Regarding the people detained in El Alto on November 11, 2019, during a demonstration in support of former president Evo Morales, the report explains that the Police presented them as perpetrators without carrying the due legal process and violating their right to presumption of innocence.  

The investigation details that several assassinations and torture were committed under instructions from the coup government.

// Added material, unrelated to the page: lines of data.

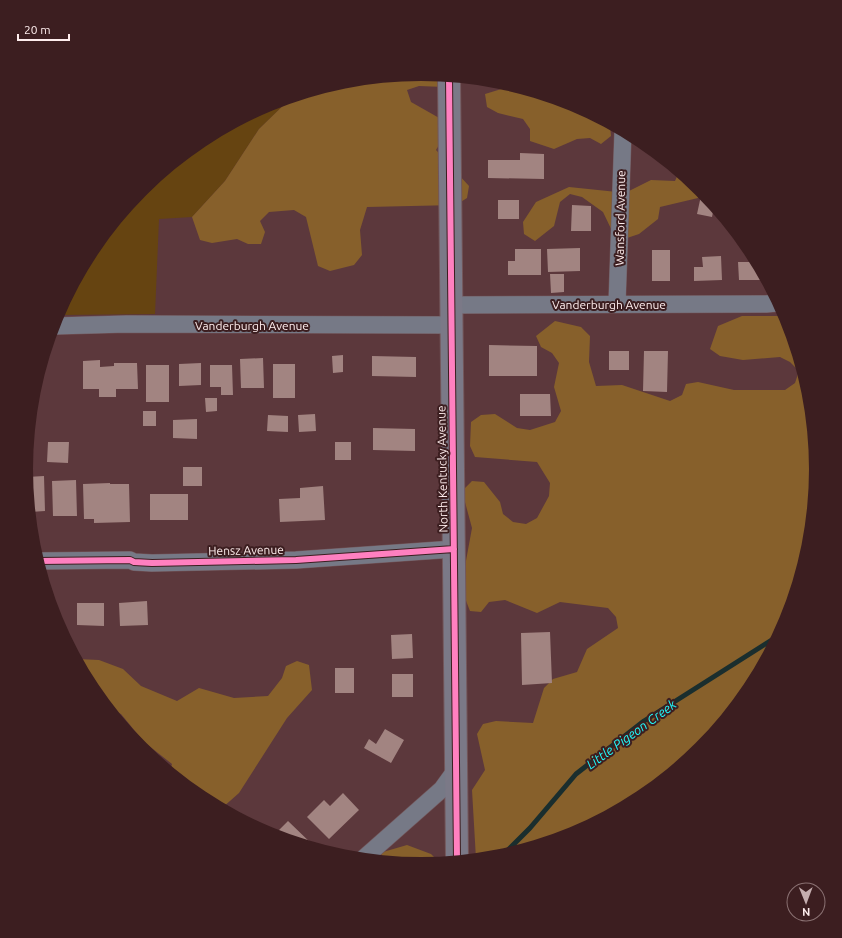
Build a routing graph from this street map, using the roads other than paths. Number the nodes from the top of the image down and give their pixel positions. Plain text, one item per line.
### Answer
1 (450, 82) edge
2 (623, 138) edge
3 (617, 304) junction
4 (772, 304) edge
5 (451, 315) junction
6 (61, 326) edge
7 (454, 549) junction
8 (45, 564) edge
9 (455, 771) junction
10 (369, 854) edge
11 (457, 855) edge

1 - 5 street, North Kentucky Avenue
2 - 3 street, Wansford Avenue
3 - 4 street, Vanderburgh Avenue
3 - 5 street, Vanderburgh Avenue
5 - 6 street, Vanderburgh Avenue
5 - 7 street, North Kentucky Avenue
7 - 8 street, Hensz Avenue
7 - 9 street, North Kentucky Avenue
9 - 10 street
9 - 11 street, North Kentucky Avenue

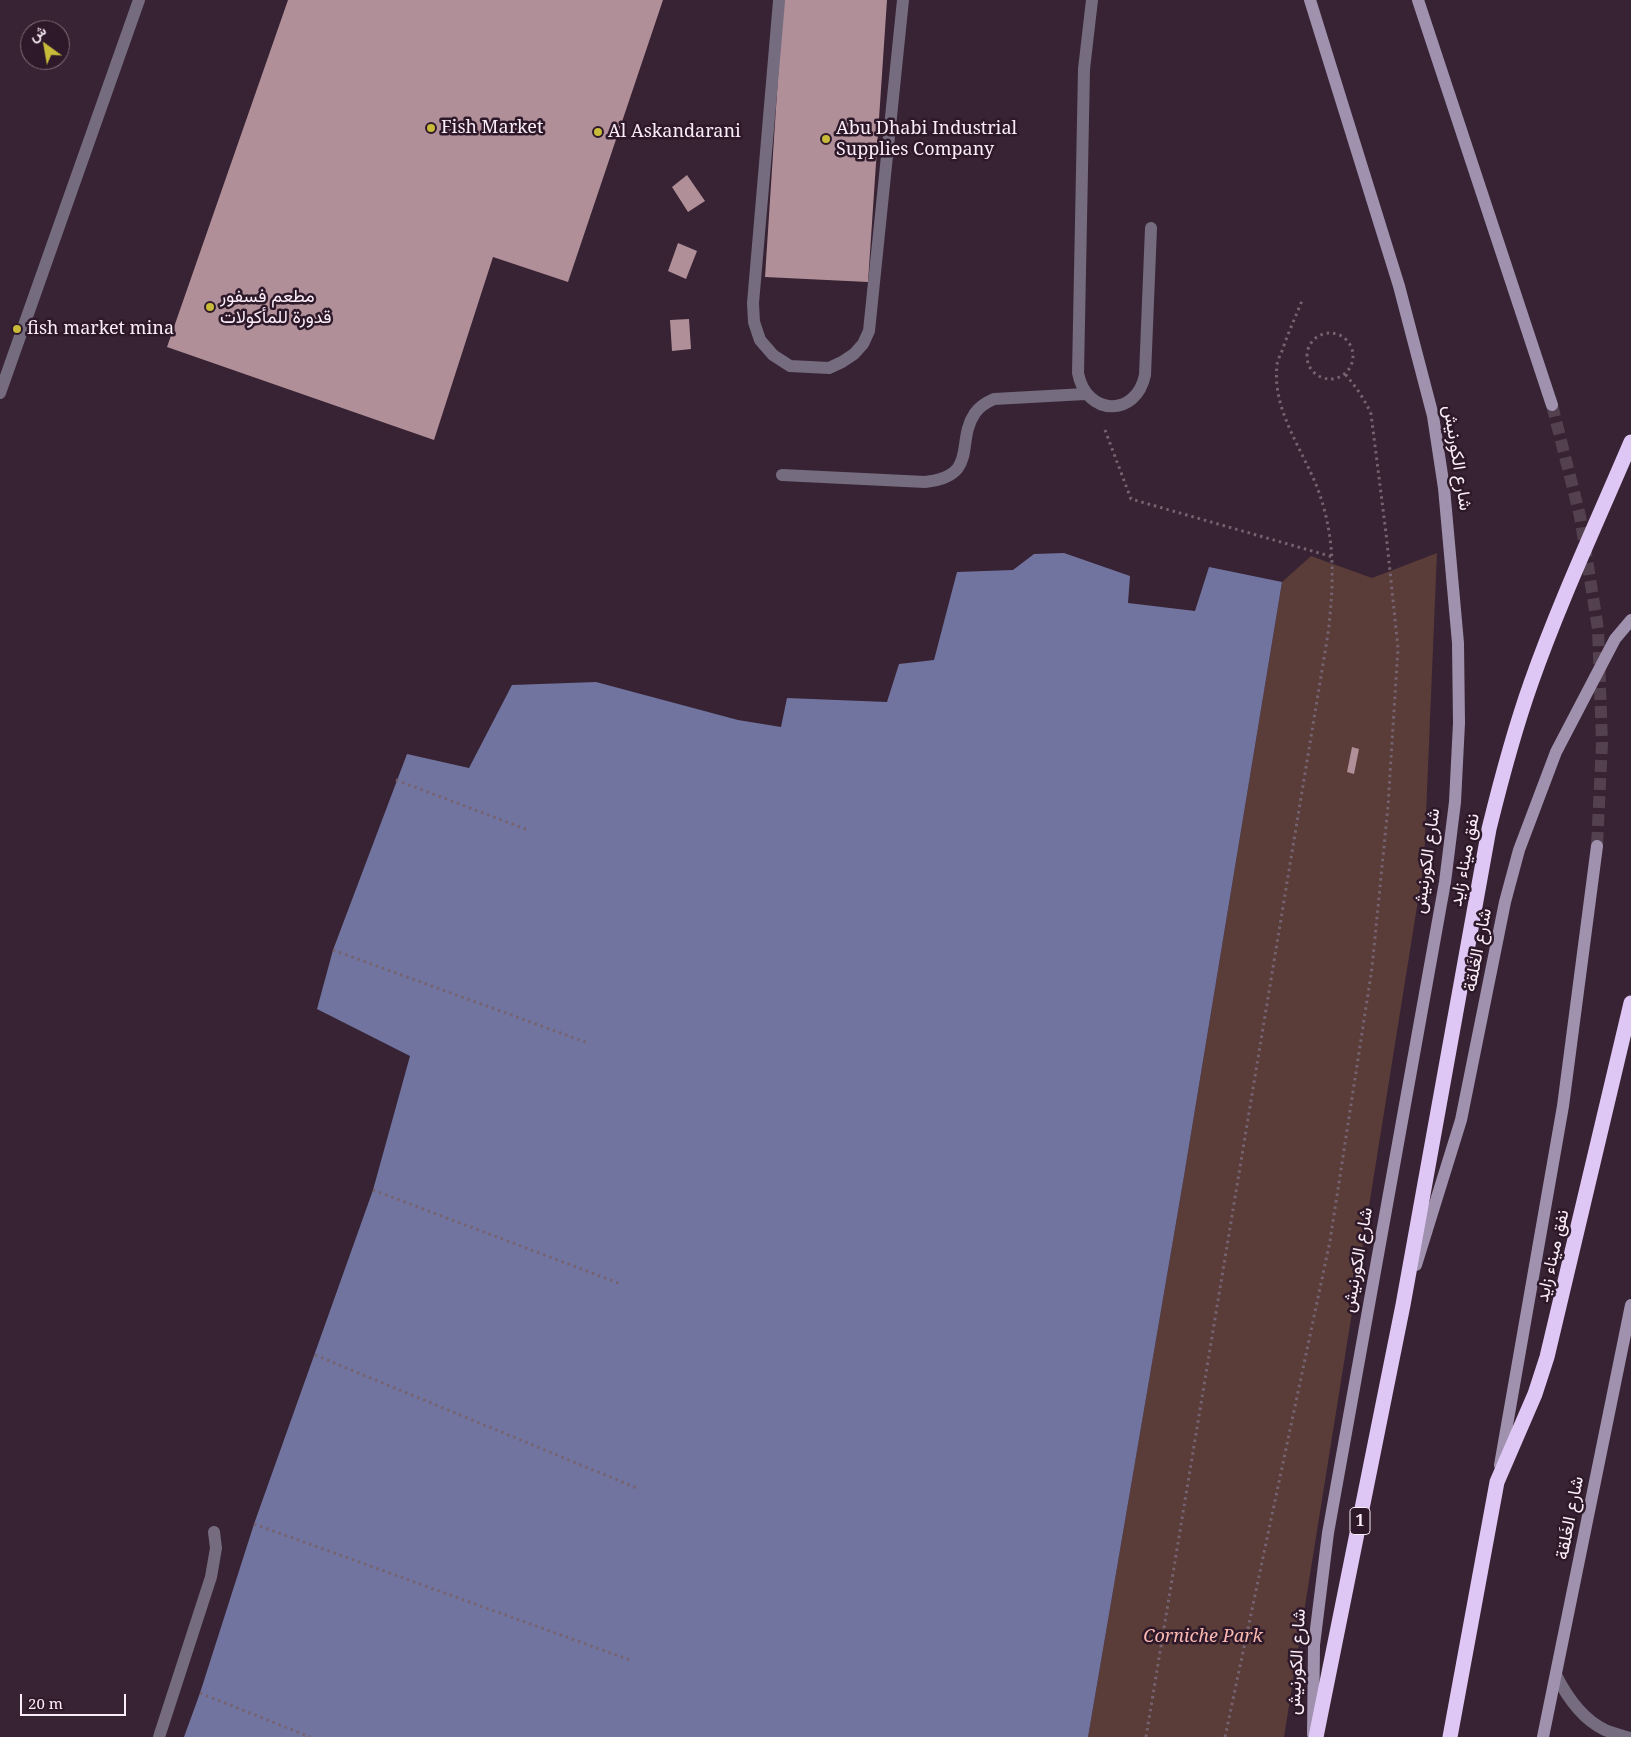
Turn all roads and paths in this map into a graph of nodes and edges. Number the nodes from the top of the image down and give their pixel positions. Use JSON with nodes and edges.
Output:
{"nodes":[{"id":1,"x":138,"y":0,"type":"edge"},
{"id":2,"x":903,"y":0,"type":"edge"},
{"id":3,"x":1092,"y":0,"type":"edge"},
{"id":4,"x":1310,"y":0,"type":"edge"},
{"id":5,"x":1418,"y":0,"type":"edge"},
{"id":6,"x":779,"y":1,"type":"dead end"},
{"id":7,"x":1151,"y":228,"type":"dead end"},
{"id":8,"x":1303,"y":298,"type":"dead end"},
{"id":9,"x":1345,"y":374,"type":"junction"},
{"id":10,"x":0,"y":393,"type":"edge"},
{"id":11,"x":1090,"y":398,"type":"junction"},
{"id":12,"x":1552,"y":405,"type":"tunnel mouth"},
{"id":13,"x":1631,"y":442,"type":"edge"},
{"id":14,"x":782,"y":475,"type":"dead end"},
{"id":15,"x":1333,"y":557,"type":"junction"},
{"id":16,"x":1631,"y":620,"type":"edge"},
{"id":17,"x":396,"y":780,"type":"dead end"},
{"id":18,"x":528,"y":830,"type":"dead end"},
{"id":19,"x":1597,"y":846,"type":"tunnel mouth"},
{"id":20,"x":333,"y":950,"type":"dead end"},
{"id":21,"x":1631,"y":1004,"type":"edge"},
{"id":22,"x":588,"y":1043,"type":"dead end"},
{"id":23,"x":372,"y":1190,"type":"dead end"},
{"id":24,"x":621,"y":1284,"type":"dead end"},
{"id":25,"x":1403,"y":1305,"type":"junction"},
{"id":26,"x":1631,"y":1305,"type":"edge"},
{"id":27,"x":315,"y":1355,"type":"dead end"},
{"id":28,"x":1497,"y":1482,"type":"junction"},
{"id":29,"x":639,"y":1489,"type":"dead end"},
{"id":30,"x":254,"y":1524,"type":"dead end"},
{"id":31,"x":214,"y":1532,"type":"dead end"},
{"id":32,"x":630,"y":1660,"type":"dead end"},
{"id":33,"x":1556,"y":1675,"type":"junction"},
{"id":34,"x":200,"y":1694,"type":"dead end"},
{"id":35,"x":159,"y":1737,"type":"edge"},
{"id":36,"x":310,"y":1737,"type":"edge"},
{"id":37,"x":1146,"y":1737,"type":"edge"},
{"id":38,"x":1225,"y":1737,"type":"edge"},
{"id":39,"x":1315,"y":1737,"type":"edge"},
{"id":40,"x":1450,"y":1737,"type":"edge"},
{"id":41,"x":1543,"y":1737,"type":"edge"},
{"id":42,"x":1627,"y":1737,"type":"edge"}],
"edges":[{"from":1,"to":10,"type":"street"},
{"from":2,"to":6,"type":"street"},
{"from":3,"to":11,"type":"street"},
{"from":4,"to":39,"type":"street","name":"شارع الكورنيش"},
{"from":5,"to":12,"type":"street"},
{"from":7,"to":11,"type":"street"},
{"from":8,"to":15,"type":"path"},
{"from":9,"to":9,"type":"path"},
{"from":9,"to":38,"type":"path"},
{"from":11,"to":14,"type":"street"},
{"from":11,"to":15,"type":"path"},
{"from":13,"to":25,"type":"highway","name":"نفق ميناء زايد"},
{"from":15,"to":37,"type":"path"},
{"from":16,"to":25,"type":"street","name":"شارع الغَلقة"},
{"from":17,"to":18,"type":"path"},
{"from":19,"to":28,"type":"street"},
{"from":20,"to":22,"type":"path"},
{"from":21,"to":28,"type":"highway","name":"نفق ميناء زايد"},
{"from":23,"to":24,"type":"path"},
{"from":25,"to":39,"type":"highway","name":"شارع الكورنيش","number":"1"},
{"from":26,"to":33,"type":"street","name":"شارع الغَلقة"},
{"from":27,"to":29,"type":"path"},
{"from":28,"to":40,"type":"highway"},
{"from":30,"to":32,"type":"path"},
{"from":31,"to":35,"type":"street"},
{"from":33,"to":41,"type":"street","name":"شارع الغَلقة"},
{"from":33,"to":42,"type":"street"},
{"from":34,"to":36,"type":"path"}]}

Furthermore, the execution of 20 people in Sacaba and Senkata on the outskirts of the capital La Paz is considered a massacre.

This genocide, the report remarks, was "systematically committed against the civilian population and under the knowledge of, orders and instructions issued by the Transitory Government, characteristics that constitute a crime against humanity."

Moreover, the report concluded that the Police, the Armed Forces, and the Public Ministry have "violated the right to the truth" as they have altered or eliminated "elements of conviction." 

In this sense, teleSUR's presenter Camila Escalante sums up that "to date, access to justice has not been guaranteed to victims of human rights violations; no due diligence in obtaining and safeguarding evidence; alleged perpetrators (of the police and/or military) have not been identified in the cases of massacres, murders, and torture."

The 300-page document also highlights that "the [Ombudsman's Office] hopes that the next government elected by popular vote to the Presidency of the Plurinational State, will promote investigations until the facts are clarified, responsibilities are established, and the responsible are punished."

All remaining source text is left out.